# COURSE: Master Python for scientific programming by solving projects
## PROJECT: Clustering
#### TEACHER: Mike X Cohen, sincxpress.com
##### COURSE URL: udemy.com/course/maspy_x/?couponCode=202201

# Import and normalize the cloud data

In [None]:
# import all necessary modules
import numpy as np
import matplotlib.pyplot as plt

from sklearn.decomposition import PCA
from sklearn.manifold import TSNE
from sklearn.cluster import KMeans
import time

In [None]:
! wget https://archive.ics.uci.edu/ml/machine-learning-databases/undocumented/taylor/cloud.data

In [None]:
cloud = []

with open('cloud.data') as fid:
  for aline in fid:
    aline = aline.strip().split()
    try:
      l = list(map(float,aline))
      if l:
        cloud.append(l)
    except: None

# convert to numpy array
cloud = np.array([np.array(i) for i in cloud])
cloud.shape

In [None]:
# z-normalize

cloudz = np.zeros(cloud.shape)

for coli in range(cloud.shape[1]):
  mean = np.mean(cloud[:,coli])
  std  = np.std(cloud[:,coli])
  cloudz[:,coli] = (cloud[:,coli]-mean)/std


fig,ax = plt.subplots(1,2,figsize=(16,8))
ax[0].plot(cloud)
ax[0].set_xlabel('Sample number')
ax[0].set_ylabel('Original units')
ax[0].set_title('Raw data')

ax[1].plot(cloudz)
ax[1].set_xlabel('Sample number')
ax[1].set_ylabel('Z score')
ax[1].set_title('Feature-normalized data')
plt.show()


# Compute and inspect covariance matrices

In [None]:
# mean-center and compute covariances (use broadcasting!)
cloud_demean = cloud - cloud.mean(axis=0)

plt.plot(cloud_demean)
plt.show()

In [None]:
# covariances for features

# NOTE: There is a bug in the video: you should divide by the number of samples observations, which is the first dimension.
#       In the video I divided by cloud_demean.shape[1], but the number of multiply/sum operations corresponds to the number
#       of observations. Fortunately, this is simply a normalization scalar doesn't affect the clustering or PCA.

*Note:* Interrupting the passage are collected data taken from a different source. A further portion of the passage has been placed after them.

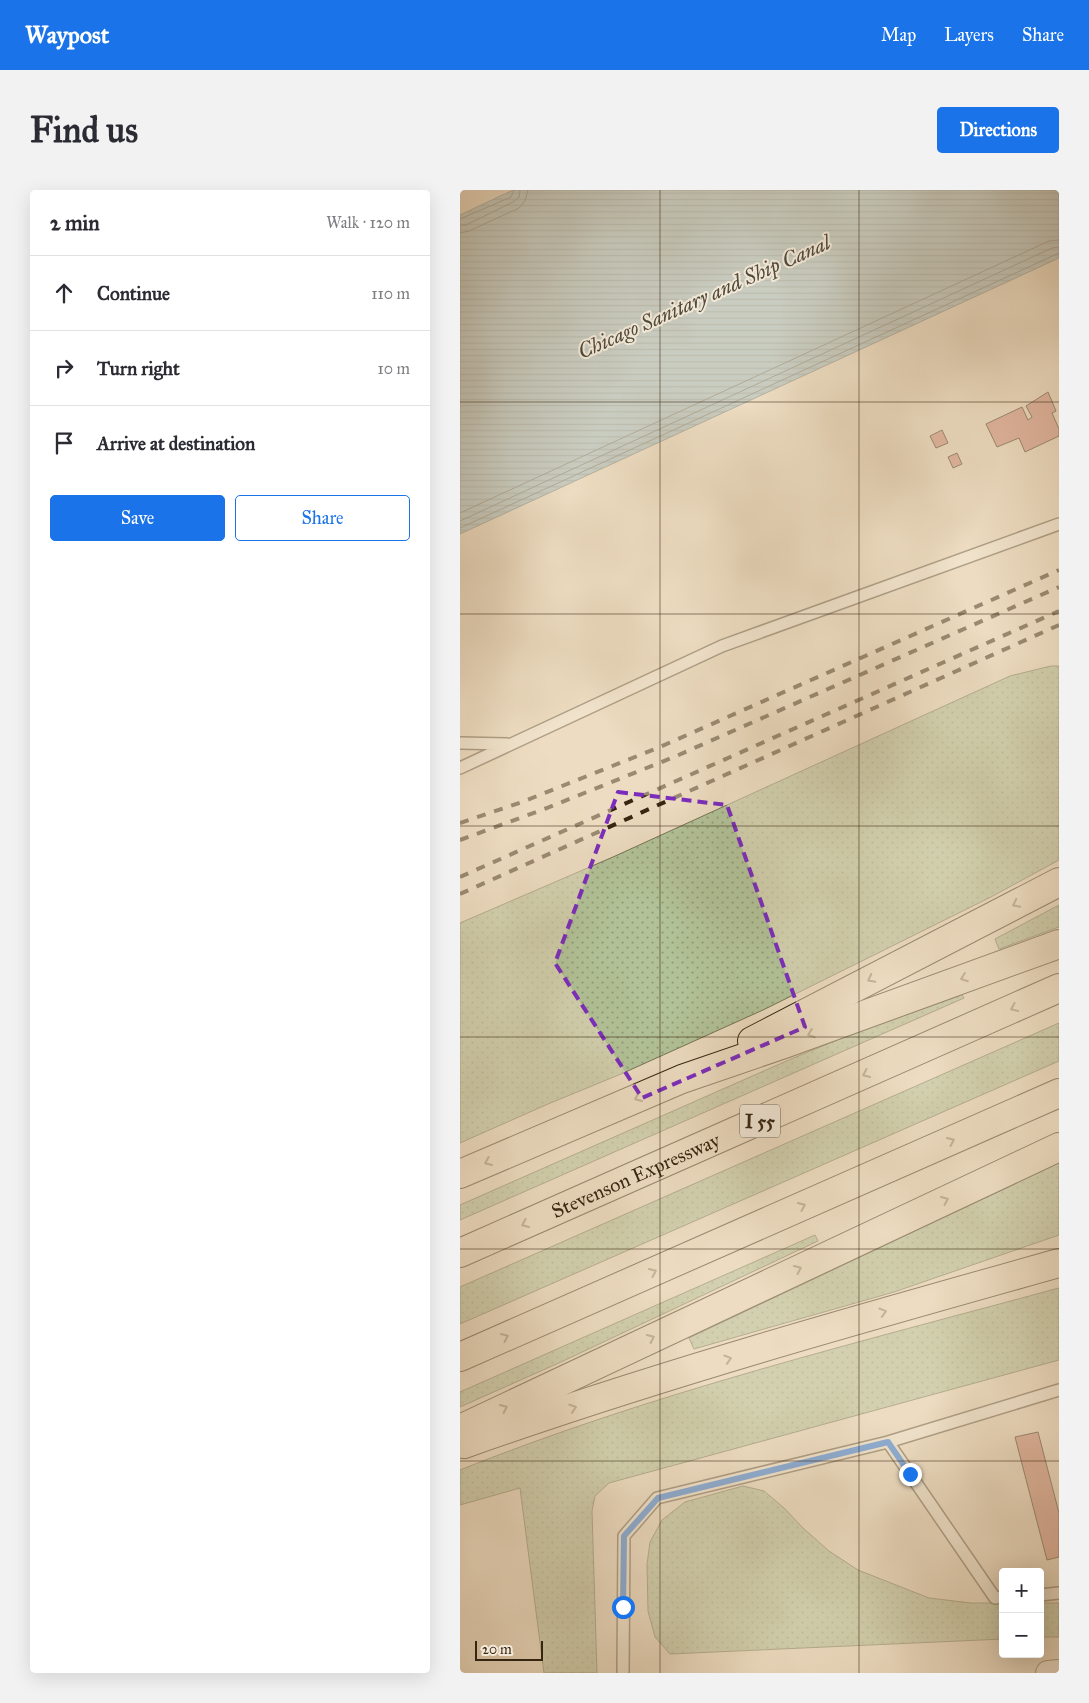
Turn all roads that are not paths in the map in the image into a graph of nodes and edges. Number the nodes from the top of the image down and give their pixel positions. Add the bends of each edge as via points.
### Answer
1 (1059, 524) edge
2 (460, 743) edge
3 (511, 744) junction
4 (460, 768) edge
5 (1059, 882) edge
6 (1059, 944) edge
7 (1059, 988) edge
8 (682, 1079) junction
9 (1059, 1093) edge
10 (1059, 1147) edge
11 (460, 1174) edge
12 (460, 1253) edge
13 (1059, 1263) edge
14 (460, 1357) edge
15 (1059, 1390) edge
16 (460, 1429) edge
17 (888, 1442) junction
18 (460, 1446) edge
19 (1059, 1593) edge
20 (1044, 1594) edge
21 (999, 1598) edge
22 (1059, 1672) edge
23 (623, 1673) edge
24 (1048, 1673) edge

1 - 3 lane via 722,646
2 - 3 lane
3 - 4 lane
5 -> 8 highway
6 -> 8 highway
7 -> 12 highway, Stevenson Expressway / I 55
8 -> 11 highway
14 -> 9 highway
16 -> 10 highway
18 -> 13 highway via 702,1367
15 - 17 lane
17 - 21 lane via 995,1598
17 - 23 lane via 658,1498 624,1536
19 - 20 lane
22 - 24 street

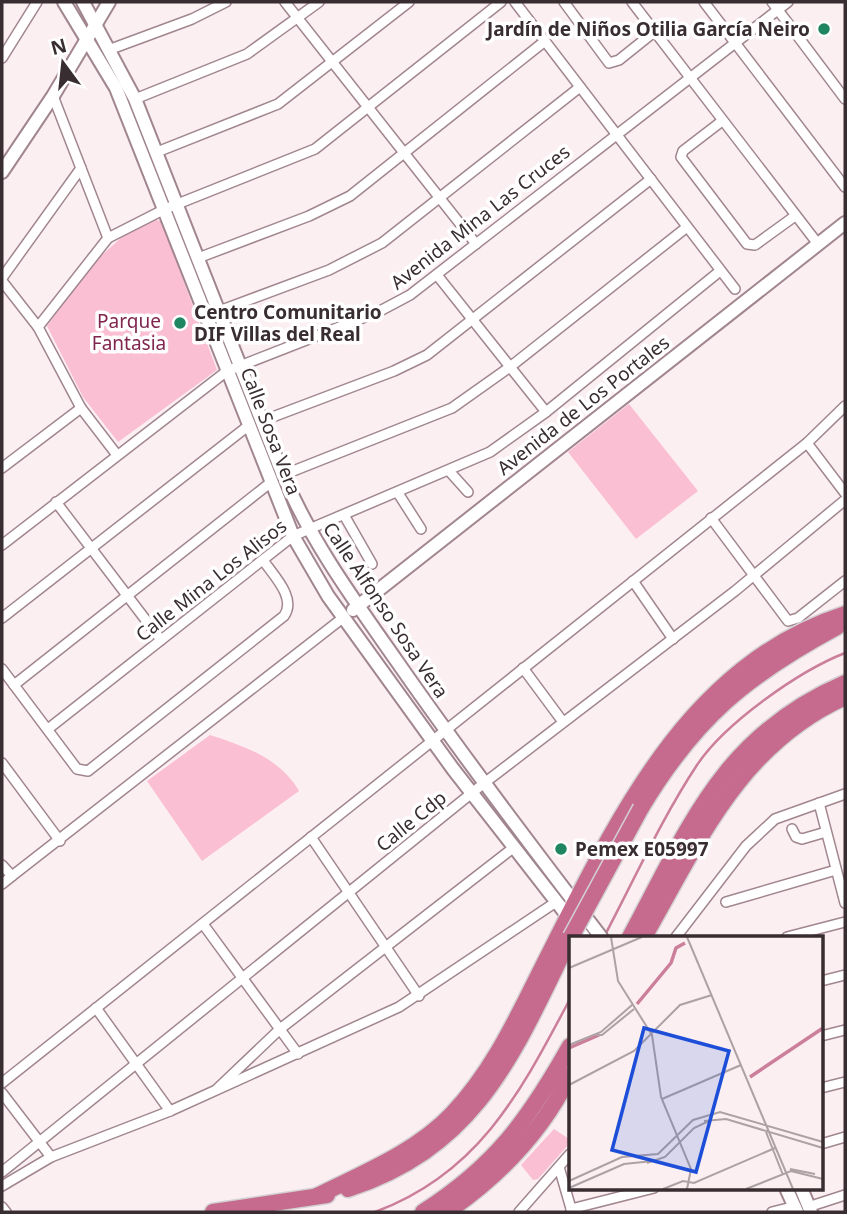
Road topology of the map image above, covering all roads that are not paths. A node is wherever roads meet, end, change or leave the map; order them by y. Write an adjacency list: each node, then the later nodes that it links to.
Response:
1 (37, 2): 23 (street)
2 (64, 2): 19 (main road, Calle Sosa Vera)
3 (83, 2): 17 (main road, Calle Alfonso Sosa Vera)
4 (109, 2): 17 (main road)
5 (226, 2): 22 (street)
6 (285, 2): 16 (street)
7 (319, 2): 16 (street)
8 (410, 2): 24 (street)
9 (501, 2): 30 (street)
10 (514, 2): 20 (street)
11 (564, 2): 18 (street)
12 (632, 2): 18 (street)
13 (704, 2): 21 (street)
14 (788, 2): 15 (street, Avenida Mina Las Cruces)
15 (775, 6): 21 (street, Avenida Mina Las Cruces); 29 (street)
16 (298, 19): 24 (street); 28 (street)
17 (98, 24): 19 (main road); 22 (main road, Calle Alfonso Sosa Vera)
18 (654, 32): 25 (street)
19 (89, 39): 27 (main road); 40 (main road, Calle Sosa Vera)
20 (545, 41): 26 (street); 34 (street)
21 (734, 42): 25 (street, Avenida Mina Las Cruces); 38 (street)
22 (111, 49): 28 (main road, Calle Alfonso Sosa Vera)
23 (2, 58)
24 (332, 62): 30 (street); 33 (street)
25 (688, 76): 31 (street); 32 (street, Avenida Mina Las Cruces)
26 (580, 87): 32 (street); 39 (street)
27 (53, 96): 35 (street); 36 (main road)
28 (135, 99): 33 (main road, Calle Alfonso Sosa Vera)
29 (845, 99)
30 (369, 108): 34 (street); 40 (street)
31 (722, 121): 41 (street); 41 (street)
32 (615, 134): 37 (street); 45 (street, Avenida Mina Las Cruces)
33 (157, 152): 40 (main road, Calle Alfonso Sosa Vera)
34 (404, 152): 39 (street); 47 (street)
35 (81, 168): 44 (street); 50 (street)
36 (2, 172)
37 (651, 180): 43 (street); 53 (street)
38 (845, 187)
39 (440, 198): 45 (street); 52 (street)
40 (171, 207): 44 (street); 47 (main road, Calle Alfonso Sosa Vera); 56 (main road, Calle Sosa Vera)
41 (795, 216): 46 (street)
42 (845, 223): 46 (main road, Avenida de Los Portales)
43 (687, 227): 48 (street); 55 (street)
44 (108, 238): 54 (street)
45 (476, 244): 49 (street, Avenida Mina Las Cruces)
46 (818, 244): 86 (main road, Avenida de Los Portales)
47 (198, 258): 52 (main road, Calle Alfonso Sosa Vera)
48 (720, 271): 51 (street); 59 (street, Calle Mina Los Alisos)
49 (437, 275): 53 (street); 56 (street, Avenida Mina Las Cruces)
50 (2, 279): 54 (street)
51 (735, 289)
52 (219, 311): 56 (main road, Calle Alfonso Sosa Vera)
53 (474, 321): 55 (street); 60 (street)
54 (38, 327): 58 (street)
55 (510, 366): 59 (street); 66 (street)
56 (234, 369): 60 (main road, Calle Alfonso Sosa Vera); 61 (main road, Calle Sosa Vera); 63 (street, Avenida Mina Las Cruces)
57 (845, 406): 62 (street)
58 (81, 408): 63 (street); 64 (street)
59 (546, 412): 65 (street, Calle Mina Los Alisos)
60 (262, 421): 66 (main road, Calle Alfonso Sosa Vera)
61 (248, 426): 67 (main road, Calle Sosa Vera); 79 (street)
62 (807, 443): 70 (street); 74 (street)
63 (117, 455): 72 (street, Avenida Mina Las Cruces)
64 (2, 468)
65 (450, 472): 68 (street); 69 (street, Calle Mina Los Alisos)
66 (283, 475): 75 (main road, Calle Alfonso Sosa Vera)
67 (270, 483): 77 (main road, Calle Sosa Vera); 85 (street)
68 (468, 492)
69 (398, 493): 73 (street, Calle Mina Los Alisos); 76 (street)
70 (845, 493)
71 (845, 500): 82 (street, Calle Cdp)
72 (56, 502): 78 (street, Avenida Mina Las Cruces); 79 (street)
73 (344, 514): 75 (street, Calle Mina Los Alisos); 81 (street)
74 (711, 518): 82 (street); 84 (street)
75 (308, 529): 77 (street, Calle Mina Los Alisos); 86 (main road, Calle Alfonso Sosa Vera)
76 (421, 529)
77 (293, 536): 80 (street, Calle Mina Los Alisos); 88 (main road, Calle Sosa Vera)
78 (2, 545)
79 (91, 549): 85 (street); 89 (street)
80 (263, 560): 92 (street, Calle Mina Los Alisos); 99 (street)
81 (372, 564)
82 (753, 575): 83 (street); 91 (street, Calle Cdp)
83 (845, 581)
84 (633, 582): 91 (street); 93 (street)
85 (127, 594): 92 (street); 96 (street)
86 (358, 606): 88 (main road, Avenida de Los Portales); 100 (main road, Calle Alfonso Sosa Vera)
87 (845, 614): 122 (highway)
88 (344, 617): 101 (main road, Calle Sosa Vera); 110 (street)
89 (2, 618)
90 (845, 622): 125 (highway, bridge)
91 (673, 639): 98 (street, Calle Cdp)
92 (161, 640): 99 (street, Calle Mina Los Alisos)
93 (523, 668): 98 (street); 100 (street)
94 (2, 669): 96 (street)
95 (845, 683): 128 (highway)
96 (15, 685): 99 (street)
97 (845, 696): 129 (highway)
98 (563, 722): 103 (street, Calle Cdp)
99 (48, 729)
100 (444, 730): 101 (street); 103 (main road, Calle Alfonso Sosa Vera)
101 (432, 738): 104 (main road, Calle Alfonso Sosa Vera); 109 (street)
102 (2, 763): 110 (street)
103 (483, 784): 104 (street, Calle Cdp); 112 (main road, Calle Alfonso Sosa Vera)
104 (472, 793): 111 (main road, Calle Alfonso Sosa Vera); 118 (street, Calle Cdp)
105 (845, 794): 106 (street)
106 (819, 803): 108 (street); 130 (street)
107 (792, 828): 108 (street)
108 (826, 832): 115 (street)
109 (311, 837): 118 (street); 124 (street)
110 (60, 841): 116 (street)
111 (513, 848): 113 (main road, Calle Alfonso Sosa Vera); 133 (street)
112 (534, 851): 113 (main road); 122 (main road, Calle Alfonso Sosa Vera)
113 (523, 859): 119 (main road, Calle Alfonso Sosa Vera)
114 (2, 865): 116 (street)
115 (836, 870): 120 (street); 121 (street)
116 (12, 876): 117 (street)
117 (2, 884)
118 (351, 892): 133 (street); 135 (street, Calle Cdp)
119 (556, 902): 122 (main road, Calle Alfonso Sosa Vera); 137 (street)
120 (726, 902)
121 (845, 904)
122 (571, 910): 126 (main road, Calle Alfonso Sosa Vera); 127 (main road, Calle Alfonso Sosa Vera); 164 (highway)
123 (845, 922): 131 (street)
124 (203, 924): 135 (street); 138 (street)
125 (572, 936)
126 (584, 936)
127 (600, 936)
128 (631, 936)
129 (645, 936)
130 (677, 936)
131 (791, 936)
132 (569, 942): 164 (highway)
133 (386, 947): 137 (street); 139 (street)
134 (845, 975): 136 (street)
135 (244, 980): 139 (street); 144 (street, Calle Cdp)
136 (822, 981)
137 (419, 996): 143 (street)
138 (96, 1008): 144 (street); 147 (street)
139 (280, 1029): 143 (street); 149 (street)
140 (845, 1030): 141 (street)
141 (822, 1036)
142 (569, 1048): 171 (highway)
143 (298, 1054): 149 (street)
144 (137, 1065): 151 (street); 153 (street, Calle Cdp)
145 (569, 1077): 172 (highway)
146 (845, 1082): 148 (street)
147 (2, 1083)
148 (822, 1088)
149 (216, 1090): 151 (street)
150 (2, 1093): 153 (street)
151 (170, 1111): 156 (street)
152 (845, 1137): 154 (street)
153 (39, 1144): 156 (street); 158 (street, Calle Cdp)
154 (822, 1144)
155 (569, 1155): 157 (street)
156 (51, 1157): 159 (street)
157 (559, 1167): 168 (street); 173 (street)
158 (2, 1172)
159 (2, 1185)
160 (646, 1190): 168 (street)
161 (787, 1190): 166 (main road)
162 (802, 1190): 167 (main road)
163 (845, 1195): 167 (street)
164 (317, 1196): 170 (highway)
165 (2, 1207): 169 (street)
166 (796, 1209): 174 (street)
167 (811, 1209)
168 (571, 1210)
169 (6, 1212)
170 (213, 1212)
171 (423, 1212)
172 (447, 1212)
173 (519, 1212)
174 (772, 1212)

cov_features  = cloud_demean.T@cloud_demean / cloud_demean.shape[0]
cov_featuresZ = cloudz.T@cloudz / cloud.shape[0]

# covariances for observations
cov_observations  = cloud_demean@cloud_demean.T   / cloud.shape[1]
cov_observationsZ = cloudz@cloudz.T / cloud.shape[1]


In [None]:
# show everything in plots

fig,ax = plt.subplots(2,2,figsize=(9,9))
fig.tight_layout()

# show the covariance matrix
ax[0,0].imshow(cov_features,vmin=-5000,vmax=5000)
ax[0,0].set_xlabel('Feature')
ax[0,0].set_ylabel('Feature')
ax[0,0].set_xticks([])
ax[0,0].set_yticks([])
ax[0,0].set_title('Raw features')

ax[0,1].imshow(cov_featuresZ,vmin=-1,vmax=1)
ax[0,1].set_xlabel('Feature')
ax[0,1].set_ylabel('Feature')
ax[0,1].set_xticks([])
ax[0,1].set_yticks([])
ax[0,1].set_title('Norm. features')


ax[1,0].imshow(cov_observations,
               vmin=-np.max(abs(cov_observations))*.1,vmax=np.max(abs(cov_observations))*.1)
ax[1,0].set_xlabel('Observations')
ax[1,0].set_ylabel('Observations')
ax[1,0].set_xticks([])
ax[1,0].set_yticks([])
ax[1,0].set_title('Raw observations')

ax[1,1].imshow(cov_observationsZ,
               vmin=-np.max(abs(cov_observationsZ))*.1,vmax=np.max(abs(cov_observationsZ))*.1)
ax[1,1].set_xlabel('Observations')
ax[1,1].set_ylabel('Observations')
ax[1,1].set_xticks([])
ax[1,1].set_yticks([])
ax[1,1].set_title('Norm. observations')

plt.show()

# Determine the number of components using PCA

In [None]:
# run PCA
pca = PCA().fit(cloudz)

# setup a figure
fig,ax = plt.subplots(1,2,figsize=(10,5))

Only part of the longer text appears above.